EXERCISE DETAILS: Going line by line through the listing below, count each line that includes the word "path", and reply with the count only.

PROVIDED DATA:
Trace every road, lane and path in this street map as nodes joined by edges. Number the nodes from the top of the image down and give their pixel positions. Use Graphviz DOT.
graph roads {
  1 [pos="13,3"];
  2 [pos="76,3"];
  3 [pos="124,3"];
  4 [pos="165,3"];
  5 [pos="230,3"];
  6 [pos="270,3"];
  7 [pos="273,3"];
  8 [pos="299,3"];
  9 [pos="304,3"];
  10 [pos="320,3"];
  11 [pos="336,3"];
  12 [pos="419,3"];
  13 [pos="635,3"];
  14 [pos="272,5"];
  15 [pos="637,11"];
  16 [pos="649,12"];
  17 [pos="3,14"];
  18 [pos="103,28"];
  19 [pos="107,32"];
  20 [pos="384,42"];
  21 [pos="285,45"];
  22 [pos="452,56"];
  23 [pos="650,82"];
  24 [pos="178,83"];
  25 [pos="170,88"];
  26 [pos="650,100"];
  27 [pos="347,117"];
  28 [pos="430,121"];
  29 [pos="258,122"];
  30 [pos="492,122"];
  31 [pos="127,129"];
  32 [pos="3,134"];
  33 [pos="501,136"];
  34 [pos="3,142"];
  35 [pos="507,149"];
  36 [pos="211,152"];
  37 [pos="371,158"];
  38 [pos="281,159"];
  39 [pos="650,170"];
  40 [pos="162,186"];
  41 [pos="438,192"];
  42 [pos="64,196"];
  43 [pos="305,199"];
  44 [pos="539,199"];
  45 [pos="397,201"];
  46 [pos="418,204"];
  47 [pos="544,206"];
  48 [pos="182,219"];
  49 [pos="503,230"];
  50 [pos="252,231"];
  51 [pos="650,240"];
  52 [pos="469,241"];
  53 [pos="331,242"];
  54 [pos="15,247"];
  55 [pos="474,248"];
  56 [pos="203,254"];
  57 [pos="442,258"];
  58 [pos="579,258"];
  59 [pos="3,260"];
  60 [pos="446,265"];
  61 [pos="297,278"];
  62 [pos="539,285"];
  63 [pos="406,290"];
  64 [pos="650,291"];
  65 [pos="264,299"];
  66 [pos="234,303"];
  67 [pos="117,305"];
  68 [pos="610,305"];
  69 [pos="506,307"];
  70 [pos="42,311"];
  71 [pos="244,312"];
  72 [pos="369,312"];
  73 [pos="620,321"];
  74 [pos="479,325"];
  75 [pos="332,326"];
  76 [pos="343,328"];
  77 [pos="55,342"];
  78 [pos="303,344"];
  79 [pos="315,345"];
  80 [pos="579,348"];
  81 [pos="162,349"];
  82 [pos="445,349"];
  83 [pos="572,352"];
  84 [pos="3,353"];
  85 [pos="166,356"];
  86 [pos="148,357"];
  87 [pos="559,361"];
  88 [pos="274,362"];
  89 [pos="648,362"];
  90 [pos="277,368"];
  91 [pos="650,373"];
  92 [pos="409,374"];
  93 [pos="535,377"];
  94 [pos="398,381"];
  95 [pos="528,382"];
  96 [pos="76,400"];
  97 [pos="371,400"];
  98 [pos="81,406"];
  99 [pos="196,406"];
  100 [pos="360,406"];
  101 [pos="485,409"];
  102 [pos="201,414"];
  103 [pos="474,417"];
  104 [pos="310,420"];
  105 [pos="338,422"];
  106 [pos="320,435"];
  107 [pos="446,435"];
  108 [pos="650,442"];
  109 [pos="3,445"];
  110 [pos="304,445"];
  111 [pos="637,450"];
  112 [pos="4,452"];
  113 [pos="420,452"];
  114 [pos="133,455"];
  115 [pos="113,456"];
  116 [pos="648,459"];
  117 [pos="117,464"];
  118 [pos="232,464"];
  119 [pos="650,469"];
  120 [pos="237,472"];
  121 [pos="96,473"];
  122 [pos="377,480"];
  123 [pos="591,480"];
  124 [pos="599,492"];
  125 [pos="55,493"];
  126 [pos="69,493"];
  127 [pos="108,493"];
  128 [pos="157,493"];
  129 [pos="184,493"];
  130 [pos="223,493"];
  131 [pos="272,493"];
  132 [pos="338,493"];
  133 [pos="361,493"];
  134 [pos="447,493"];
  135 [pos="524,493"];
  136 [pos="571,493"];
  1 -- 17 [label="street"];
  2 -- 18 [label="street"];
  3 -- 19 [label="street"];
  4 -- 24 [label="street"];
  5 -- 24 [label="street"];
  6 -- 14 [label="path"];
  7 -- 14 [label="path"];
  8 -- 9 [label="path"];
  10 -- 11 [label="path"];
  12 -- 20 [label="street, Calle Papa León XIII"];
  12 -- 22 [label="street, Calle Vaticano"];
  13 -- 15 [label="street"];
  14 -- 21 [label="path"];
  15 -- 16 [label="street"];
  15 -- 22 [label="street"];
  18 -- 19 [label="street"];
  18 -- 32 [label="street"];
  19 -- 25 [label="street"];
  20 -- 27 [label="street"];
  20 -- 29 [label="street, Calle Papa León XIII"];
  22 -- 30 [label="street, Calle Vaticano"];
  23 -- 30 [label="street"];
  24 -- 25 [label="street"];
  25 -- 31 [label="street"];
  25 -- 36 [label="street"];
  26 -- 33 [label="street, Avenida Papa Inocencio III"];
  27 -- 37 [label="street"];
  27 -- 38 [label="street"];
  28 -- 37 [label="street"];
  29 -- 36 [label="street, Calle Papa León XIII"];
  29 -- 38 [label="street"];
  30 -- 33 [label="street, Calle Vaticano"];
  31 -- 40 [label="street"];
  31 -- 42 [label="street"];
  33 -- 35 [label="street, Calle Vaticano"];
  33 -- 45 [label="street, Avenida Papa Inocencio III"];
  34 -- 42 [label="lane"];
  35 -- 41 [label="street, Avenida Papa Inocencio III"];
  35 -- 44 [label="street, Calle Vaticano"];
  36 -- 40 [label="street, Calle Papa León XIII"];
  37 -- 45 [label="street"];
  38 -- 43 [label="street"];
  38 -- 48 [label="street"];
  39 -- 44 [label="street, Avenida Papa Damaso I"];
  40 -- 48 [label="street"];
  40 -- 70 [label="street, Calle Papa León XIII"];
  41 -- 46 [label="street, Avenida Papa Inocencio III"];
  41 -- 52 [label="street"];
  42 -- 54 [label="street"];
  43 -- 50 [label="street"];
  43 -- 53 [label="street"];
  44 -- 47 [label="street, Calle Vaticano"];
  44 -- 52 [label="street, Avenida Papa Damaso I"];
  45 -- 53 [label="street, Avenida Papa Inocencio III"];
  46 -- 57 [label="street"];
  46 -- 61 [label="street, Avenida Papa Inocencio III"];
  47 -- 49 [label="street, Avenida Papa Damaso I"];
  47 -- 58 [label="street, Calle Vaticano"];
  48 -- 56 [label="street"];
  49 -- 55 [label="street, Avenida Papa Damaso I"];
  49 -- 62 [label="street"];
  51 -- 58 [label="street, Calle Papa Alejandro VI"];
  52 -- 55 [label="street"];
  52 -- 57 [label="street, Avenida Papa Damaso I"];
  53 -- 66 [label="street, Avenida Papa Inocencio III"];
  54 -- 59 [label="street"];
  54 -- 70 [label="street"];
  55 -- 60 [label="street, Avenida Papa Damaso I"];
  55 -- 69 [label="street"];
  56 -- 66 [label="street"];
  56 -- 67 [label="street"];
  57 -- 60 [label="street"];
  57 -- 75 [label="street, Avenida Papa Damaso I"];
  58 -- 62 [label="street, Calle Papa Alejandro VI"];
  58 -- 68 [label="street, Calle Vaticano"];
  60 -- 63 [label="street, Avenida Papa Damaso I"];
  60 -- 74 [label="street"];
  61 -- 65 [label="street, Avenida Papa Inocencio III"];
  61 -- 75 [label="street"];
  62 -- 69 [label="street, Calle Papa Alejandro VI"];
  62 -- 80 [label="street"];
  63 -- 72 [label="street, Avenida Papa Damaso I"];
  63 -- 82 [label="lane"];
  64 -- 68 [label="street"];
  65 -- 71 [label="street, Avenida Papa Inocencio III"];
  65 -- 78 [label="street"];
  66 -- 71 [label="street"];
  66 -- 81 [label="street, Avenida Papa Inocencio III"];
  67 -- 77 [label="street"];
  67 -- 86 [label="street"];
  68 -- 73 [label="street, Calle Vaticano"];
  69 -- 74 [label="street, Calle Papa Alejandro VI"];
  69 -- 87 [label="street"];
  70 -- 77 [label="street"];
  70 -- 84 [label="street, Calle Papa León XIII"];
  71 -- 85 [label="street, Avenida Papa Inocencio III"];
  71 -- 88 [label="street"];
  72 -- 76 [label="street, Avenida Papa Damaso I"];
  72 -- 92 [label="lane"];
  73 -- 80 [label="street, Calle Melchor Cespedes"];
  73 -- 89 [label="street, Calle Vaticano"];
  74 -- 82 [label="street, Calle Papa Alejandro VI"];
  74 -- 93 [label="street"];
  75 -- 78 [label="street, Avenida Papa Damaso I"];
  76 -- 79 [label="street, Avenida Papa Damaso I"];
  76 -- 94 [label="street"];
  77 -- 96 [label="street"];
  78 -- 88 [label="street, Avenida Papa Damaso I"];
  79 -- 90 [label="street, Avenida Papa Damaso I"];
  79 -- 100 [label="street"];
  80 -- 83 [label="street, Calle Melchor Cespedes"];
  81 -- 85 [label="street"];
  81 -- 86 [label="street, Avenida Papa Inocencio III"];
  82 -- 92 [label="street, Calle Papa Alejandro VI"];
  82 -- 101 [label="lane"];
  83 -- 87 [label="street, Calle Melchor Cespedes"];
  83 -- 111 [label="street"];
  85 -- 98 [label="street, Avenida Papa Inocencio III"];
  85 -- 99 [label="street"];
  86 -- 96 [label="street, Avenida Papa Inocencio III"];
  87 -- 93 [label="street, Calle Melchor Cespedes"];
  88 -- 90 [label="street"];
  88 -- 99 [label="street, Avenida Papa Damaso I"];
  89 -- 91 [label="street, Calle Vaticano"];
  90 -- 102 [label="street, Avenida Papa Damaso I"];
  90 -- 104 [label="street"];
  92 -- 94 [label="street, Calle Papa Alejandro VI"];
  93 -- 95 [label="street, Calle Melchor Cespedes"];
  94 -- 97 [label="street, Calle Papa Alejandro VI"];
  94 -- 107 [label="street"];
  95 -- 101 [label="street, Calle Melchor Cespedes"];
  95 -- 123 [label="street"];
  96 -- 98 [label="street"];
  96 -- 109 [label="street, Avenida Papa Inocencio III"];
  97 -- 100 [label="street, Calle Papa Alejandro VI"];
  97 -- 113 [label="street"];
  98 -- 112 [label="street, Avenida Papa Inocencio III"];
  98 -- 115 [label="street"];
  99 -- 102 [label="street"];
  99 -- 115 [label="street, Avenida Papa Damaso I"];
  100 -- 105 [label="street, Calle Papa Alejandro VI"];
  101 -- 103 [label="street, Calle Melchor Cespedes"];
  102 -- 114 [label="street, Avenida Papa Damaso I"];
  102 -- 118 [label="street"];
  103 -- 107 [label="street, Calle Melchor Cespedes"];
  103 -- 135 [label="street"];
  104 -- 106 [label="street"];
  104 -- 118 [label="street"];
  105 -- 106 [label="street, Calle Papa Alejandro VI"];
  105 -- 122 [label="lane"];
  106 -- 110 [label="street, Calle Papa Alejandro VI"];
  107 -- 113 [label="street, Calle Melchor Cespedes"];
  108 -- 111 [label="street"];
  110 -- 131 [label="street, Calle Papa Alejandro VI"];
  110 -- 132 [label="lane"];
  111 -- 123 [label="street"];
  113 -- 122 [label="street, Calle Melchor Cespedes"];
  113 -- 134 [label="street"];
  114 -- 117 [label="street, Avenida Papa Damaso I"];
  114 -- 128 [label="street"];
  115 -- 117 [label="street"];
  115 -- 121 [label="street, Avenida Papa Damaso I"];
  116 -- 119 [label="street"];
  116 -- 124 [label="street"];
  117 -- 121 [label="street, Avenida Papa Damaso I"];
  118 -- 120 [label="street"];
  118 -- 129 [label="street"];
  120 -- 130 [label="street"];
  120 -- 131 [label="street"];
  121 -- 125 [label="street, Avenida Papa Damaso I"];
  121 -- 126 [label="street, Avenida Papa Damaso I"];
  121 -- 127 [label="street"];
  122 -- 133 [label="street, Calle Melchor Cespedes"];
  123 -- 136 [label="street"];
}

SOLUTION TO THIS EXERCISE: 6